I persisted and listened to all 3 volumes as I am interested in the topic but I shall not need to delve any further into the migration of the germanic hords in the first millenium AD any more - I have heard the definitive history now and can relax in the knowledge that my history of the fall of the roman empire is complete.
The dry academic treatise spends altogether too much time on details such as the evolution of kingship in Germania, and far too little on the drama of the period. It is further marred by a halting, monotone narration and gratuitous political point scoring. I gave up after Chapter 4. If you're interested in this topic try Bury's "Invasion of Europe by the Barbarians".
Sadly the narration lets the audiobook down. I really wanted to listen to it as it is a subject I am interested in and seemed to be an interesting take on it but it became unbearable.
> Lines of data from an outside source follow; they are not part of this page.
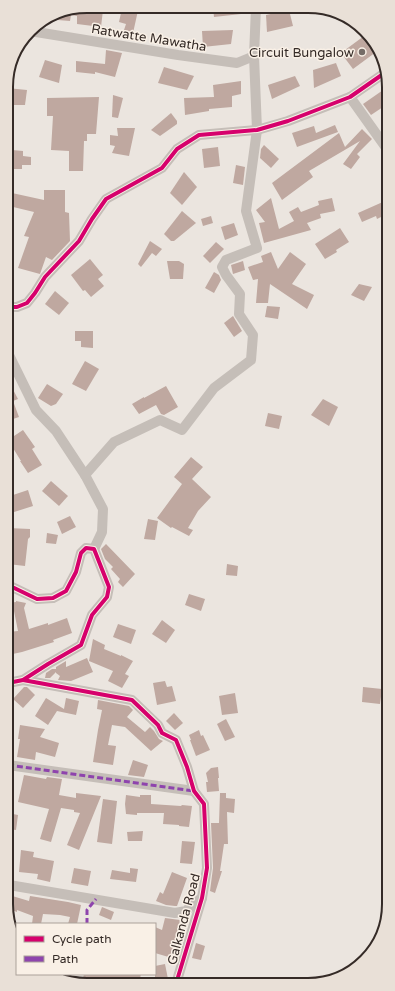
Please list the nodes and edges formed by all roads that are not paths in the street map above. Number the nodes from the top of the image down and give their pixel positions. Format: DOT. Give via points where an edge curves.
graph roads {
  1 [pos="256,13"];
  2 [pos="38,32"];
  3 [pos="254,56"];
  4 [pos="381,76"];
  5 [pos="350,98"];
  6 [pos="257,130"];
  7 [pos="382,142"];
  8 [pos="13,307"];
  9 [pos="13,364"];
  10 [pos="15,368"];
  11 [pos="85,475"];
  12 [pos="94,549"];
  13 [pos="13,588"];
  14 [pos="23,680"];
  15 [pos="13,682"];
  16 [pos="13,766"];
  17 [pos="194,791"];
  18 [pos="13,886"];
  19 [pos="202,898"];
  20 [pos="178,978"];
  1 -- 3 [label="street"];
  2 -- 3 [label="street, Ratwatte Mawatha" via="237,63"];
  3 -- 6 [label="street"];
  4 -- 5 [label="street"];
  5 -- 6 [label="street" via="288,122"];
  5 -- 7 [label="street"];
  6 -- 8 [label="street" via="199,134 177,149 162,168 106,199 79,241 45,277 27,303"];
  6 -- 11 [label="street" via="246,211 257,248 226,260 222,267 240,294 239,314 253,335 251,360 214,388 182,430 160,420 114,442"];
  9 -- 10 [label="street"];
  10 -- 11 [label="street" via="36,410 56,431"];
  11 -- 12 [label="street" via="102,509 102,532"];
  12 -- 13 [label="street" via="86,548 81,553 76,572 66,591 53,598 37,599"];
  12 -- 14 [label="street" via="109,588 107,597 92,615 81,645"];
  14 -- 15 [label="street"];
  14 -- 17 [label="street, Galkanda Road" via="132,700 158,725 162,733 176,740"];
  16 -- 17 [label="street"];
  17 -- 19 [label="street, Galkanda Road" via="204,804 206,868"];
  18 -- 19 [label="street" via="175,913 186,910"];
  19 -- 20 [label="street, Galkanda Road"];
}
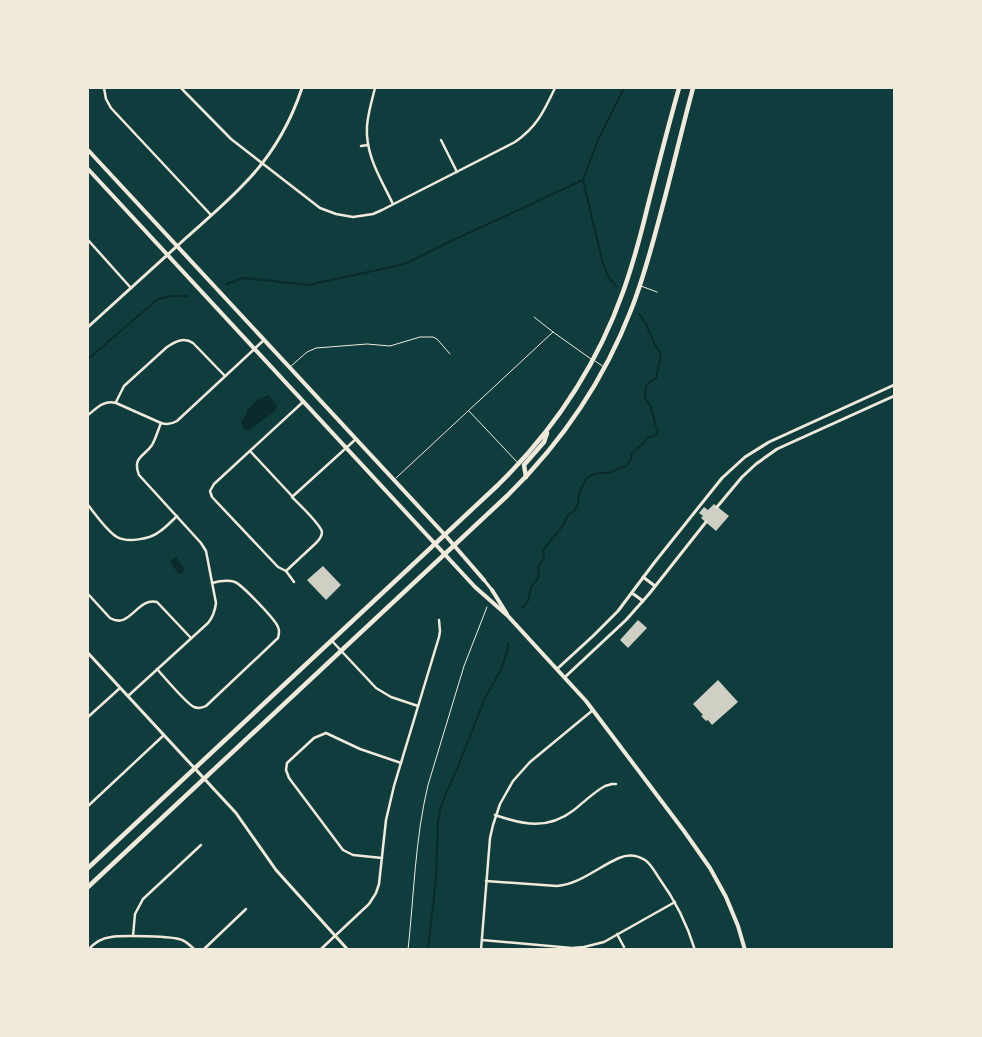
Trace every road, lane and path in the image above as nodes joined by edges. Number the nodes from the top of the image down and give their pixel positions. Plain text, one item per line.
1 (104, 88) edge
2 (181, 88) edge
3 (302, 88) edge
4 (375, 88) edge
5 (554, 88) edge
6 (679, 88) edge
7 (693, 88) edge
8 (441, 140) dead end
9 (368, 145) junction
10 (362, 146) dead end
11 (88, 150) edge
12 (262, 164) junction
13 (88, 169) edge
14 (457, 172) junction
15 (394, 204) junction
16 (211, 215) junction
17 (88, 240) edge
18 (177, 246) junction
19 (168, 255) junction
20 (640, 285) junction
21 (131, 288) junction
22 (657, 292) dead end
23 (534, 317) dead end
24 (88, 327) edge
25 (553, 332) junction
26 (264, 340) junction
27 (254, 349) junction
28 (450, 354) dead end
29 (592, 360) junction
30 (290, 368) junction
31 (604, 368) junction
32 (225, 376) junction
33 (894, 385) edge
34 (894, 396) edge
35 (303, 402) junction
36 (116, 403) junction
37 (469, 410) junction
38 (88, 415) edge
39 (161, 423) junction
40 (548, 428) junction
41 (356, 439) junction
42 (346, 448) junction
43 (250, 451) junction
44 (519, 464) junction
45 (526, 477) junction
46 (394, 480) junction
47 (292, 497) junction
48 (88, 505) edge
49 (717, 507) dead end
50 (177, 516) junction
51 (706, 522) dead end
52 (445, 535) junction
53 (435, 544) junction
54 (454, 545) junction
55 (444, 554) junction
56 (286, 571) junction
57 (643, 577) junction
58 (484, 580) joint
59 (212, 582) junction
60 (294, 582) dead end
61 (655, 586) junction
62 (492, 590) joint
63 (632, 592) junction
64 (88, 594) edge
65 (643, 601) junction
66 (487, 607) dead end
67 (508, 616) junction
68 (439, 620) dead end
69 (191, 638) junction
70 (331, 640) junction
71 (341, 650) junction
72 (88, 653) edge
73 (157, 669) junction
74 (557, 669) junction
75 (564, 677) junction
76 (120, 688) junction
77 (128, 696) junction
78 (418, 706) junction
79 (593, 710) junction
80 (88, 718) edge
81 (164, 735) junction
82 (401, 763) junction
83 (194, 768) junction
84 (204, 778) junction
85 (616, 784) dead end
86 (88, 806) edge
87 (496, 815) junction
88 (201, 845) dead end
89 (382, 858) junction
90 (88, 868) edge
91 (486, 881) junction
92 (88, 887) edge
93 (675, 902) junction
94 (246, 909) dead end
95 (618, 934) junction
96 (133, 936) junction
97 (335, 936) junction
98 (482, 940) junction
99 (624, 947) dead end
100 (88, 950) edge
101 (194, 950) edge
102 (203, 950) edge
103 (320, 950) edge
104 (348, 950) edge
105 (408, 950) edge
106 (481, 950) edge
107 (695, 950) edge
108 (745, 950) edge

1 - 16 street
2 - 12 street
3 - 12 street
4 - 9 street
5 - 14 street
6 - 29 main road
7 - 20 main road
8 - 14 street
9 - 10 street
9 - 15 street
11 - 18 main road
12 - 15 street
12 - 16 street
13 - 19 main road
14 - 15 street
16 - 18 street
17 - 21 street
18 - 19 street
18 - 26 main road
19 - 21 street
19 - 27 main road
20 - 22 lane
20 - 31 main road
21 - 24 street
23 - 25 lane
25 - 29 lane
25 - 37 lane
26 - 27 street
26 - 30 main road
27 - 32 street
27 - 35 main road
28 - 30 lane
29 - 31 lane
29 - 40 main road
30 - 41 main road
31 - 45 main road
32 - 36 street
32 - 39 street
33 - 57 street
34 - 49 street
35 - 42 main road
35 - 43 street
36 - 38 street
36 - 39 street
37 - 44 lane
37 - 46 lane
39 - 50 street
40 - 44 main road
40 - 45 main road
41 - 42 street
41 - 46 main road
42 - 47 street
42 - 53 main road
43 - 47 street
43 - 56 street
44 - 52 main road
45 - 54 main road
46 - 52 main road
47 - 56 street
48 - 50 street
50 - 59 street
51 - 61 street
52 - 53 main road
52 - 54 main road
53 - 55 main road
53 - 70 main road
54 - 55 main road
54 - 58 main road
55 - 67 main road
55 - 71 main road
56 - 60 street
57 - 61 street
57 - 63 street
58 - 62 street
59 - 69 street
59 - 73 street
61 - 65 street
62 - 67 main road
63 - 65 street
63 - 74 street
64 - 69 street
65 - 75 street
66 - 105 path
67 - 74 main road
68 - 78 street
69 - 73 street
70 - 71 street
70 - 83 main road
71 - 78 street
71 - 84 main road
72 - 76 street
73 - 77 street
74 - 75 main road
75 - 79 main road
76 - 77 street
76 - 80 street
77 - 81 street
78 - 82 street
79 - 87 street
79 - 108 main road
81 - 83 street
81 - 86 street
82 - 89 street
82 - 89 street
83 - 84 street
83 - 90 main road
84 - 92 main road
84 - 97 street
85 - 87 street
87 - 91 street
88 - 96 street
89 - 97 street
91 - 93 street
91 - 98 street
93 - 95 street
93 - 107 street
94 - 102 street
95 - 98 street
95 - 99 street
96 - 100 street
96 - 101 street
97 - 103 street
97 - 104 street
98 - 106 street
Sean Schemmel didn't appear to understand much of the text he was reading or at least didn't go back for another take when he botched lines. As a result sentences run into each other or are cut off in the wrong place making it hard to discern the meaning. Worse still the whole thing is read with little or no variation of emphasis, in a flat monotone which meant that I would realise I had stopped listening and missed whole chunks.
The book probably was but the narration ruined it.
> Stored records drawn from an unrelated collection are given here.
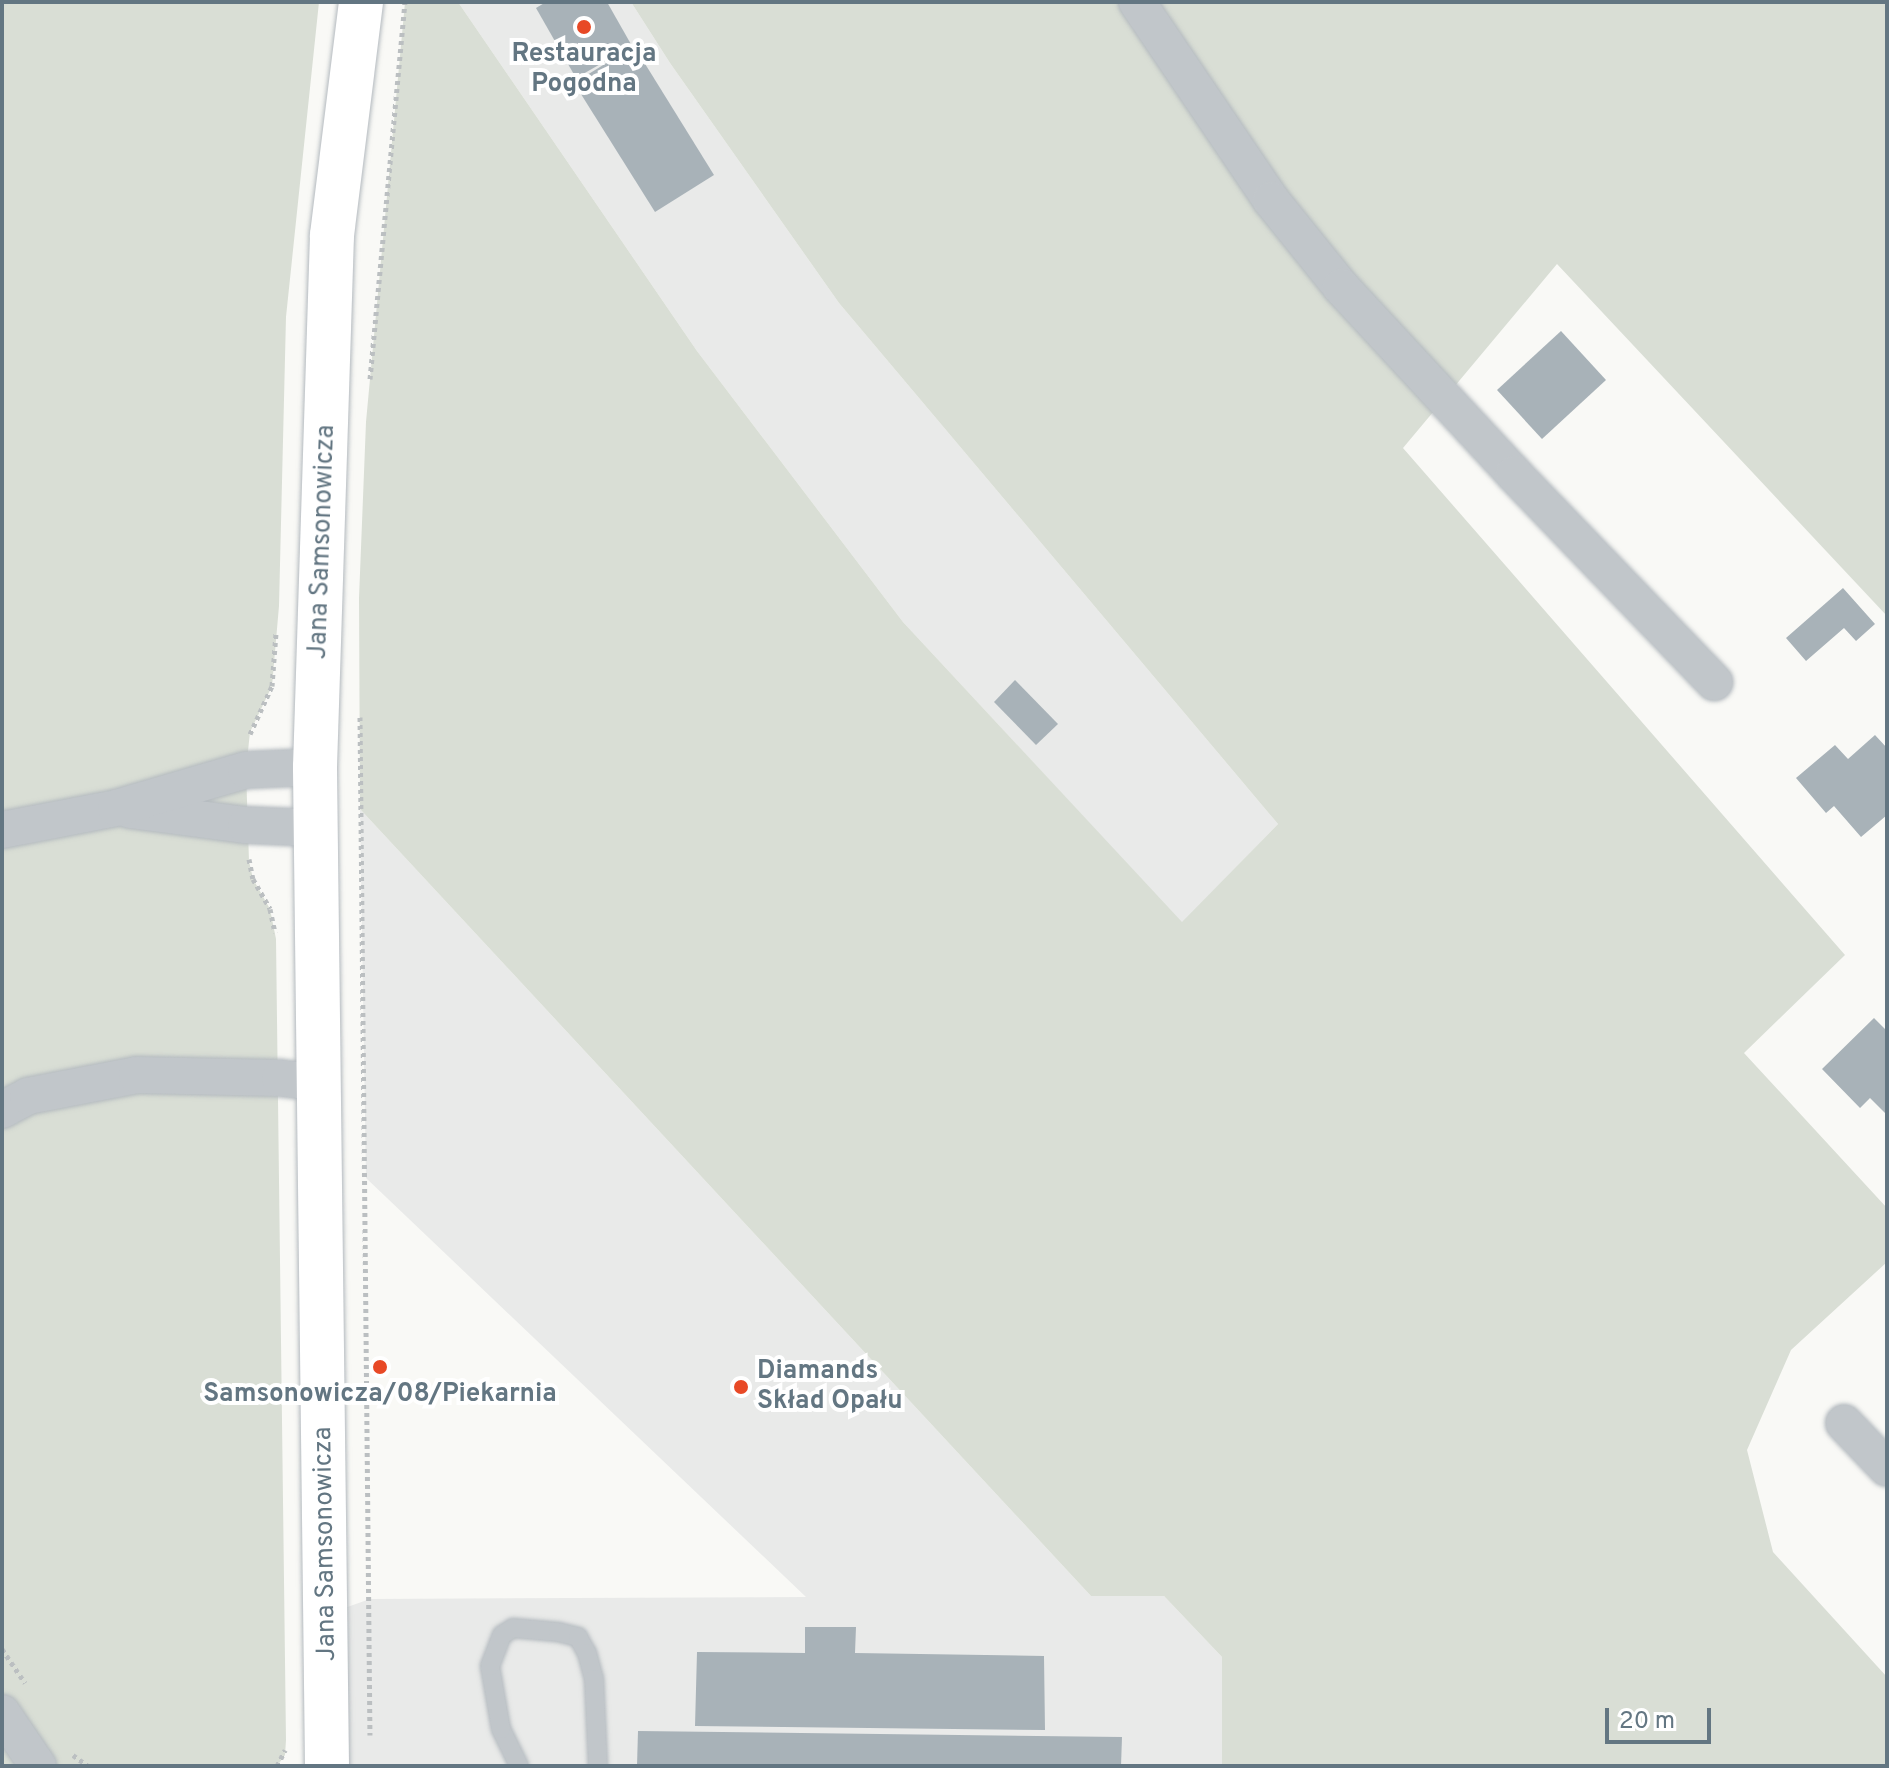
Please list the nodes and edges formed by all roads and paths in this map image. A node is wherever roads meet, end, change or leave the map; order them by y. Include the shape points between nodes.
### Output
1 (361, 2) edge
2 (405, 2) edge
3 (1137, 2) edge
4 (369, 391) dead end
5 (1714, 682) dead end
6 (360, 704) dead end
7 (315, 767) junction
8 (116, 808) junction
9 (315, 828) junction
10 (2, 830) edge
11 (236, 856) dead end
12 (249, 861) dead end
13 (319, 1083) junction
14 (2, 1110) edge
15 (1844, 1423) dead end
16 (1887, 1468) edge
17 (2, 1713) edge
18 (370, 1739) dead end
19 (38, 1766) edge
20 (327, 1766) edge
21 (519, 1766) edge
22 (598, 1766) edge

1 - 7 main road, Jana Samsonowicza via 332,235
2 - 4 path
3 - 5 street via 1271,200 1341,287
6 - 18 path
7 - 8 street via 246,770
7 - 9 main road, Jana Samsonowicza
8 - 9 street
8 - 10 street
9 - 13 main road, Jana Samsonowicza
11 - 12 path
13 - 14 street via 137,1075 28,1096
13 - 20 main road, Jana Samsonowicza
15 - 16 street
17 - 19 street
21 - 22 lane via 501,1729 490,1666 502,1635 513,1628 578,1637 594,1679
"A Hun's eye view of the fall of the Roman Empire"
This started off slowly with what felt like quite a dry explanation of why Heather wrote a book about the "Barbarian" migrations that occured from the fall of the Roman empire and into the dark ages. But it built up momentum to become a completely fascinating account of what all this tribes were up to as they moved across Eurasia; the extent to which they would have recognized the tribal labels we're taught to apply to them and the legacy they have left us in terms of modern European politics. The author avoids this becoming dull by offering an amazing range of everyday details about the lives our nomadic ancestors lived and the drive they had to travel enormous distances in search of peace & plenty or conquest & pillage; sometimes both.
The fifth star is for the narrator who does a tough job well. I started off thinking that he could maybe of pronounced some French names differently but it quickly became clear that he was required to get his tongue around Slavic names; German terms and finally gaelic. So fair play to him.
If you want a history book that has the potential to alter the way you think about a period of history which many of us feel pretty familiar with then this is it
"Lots of information"
Not a character book
Sean's let his other wise good read of a solid text down by his weird way he pronounced some of the place names. It was not just accent as I have asked Americans about it as well.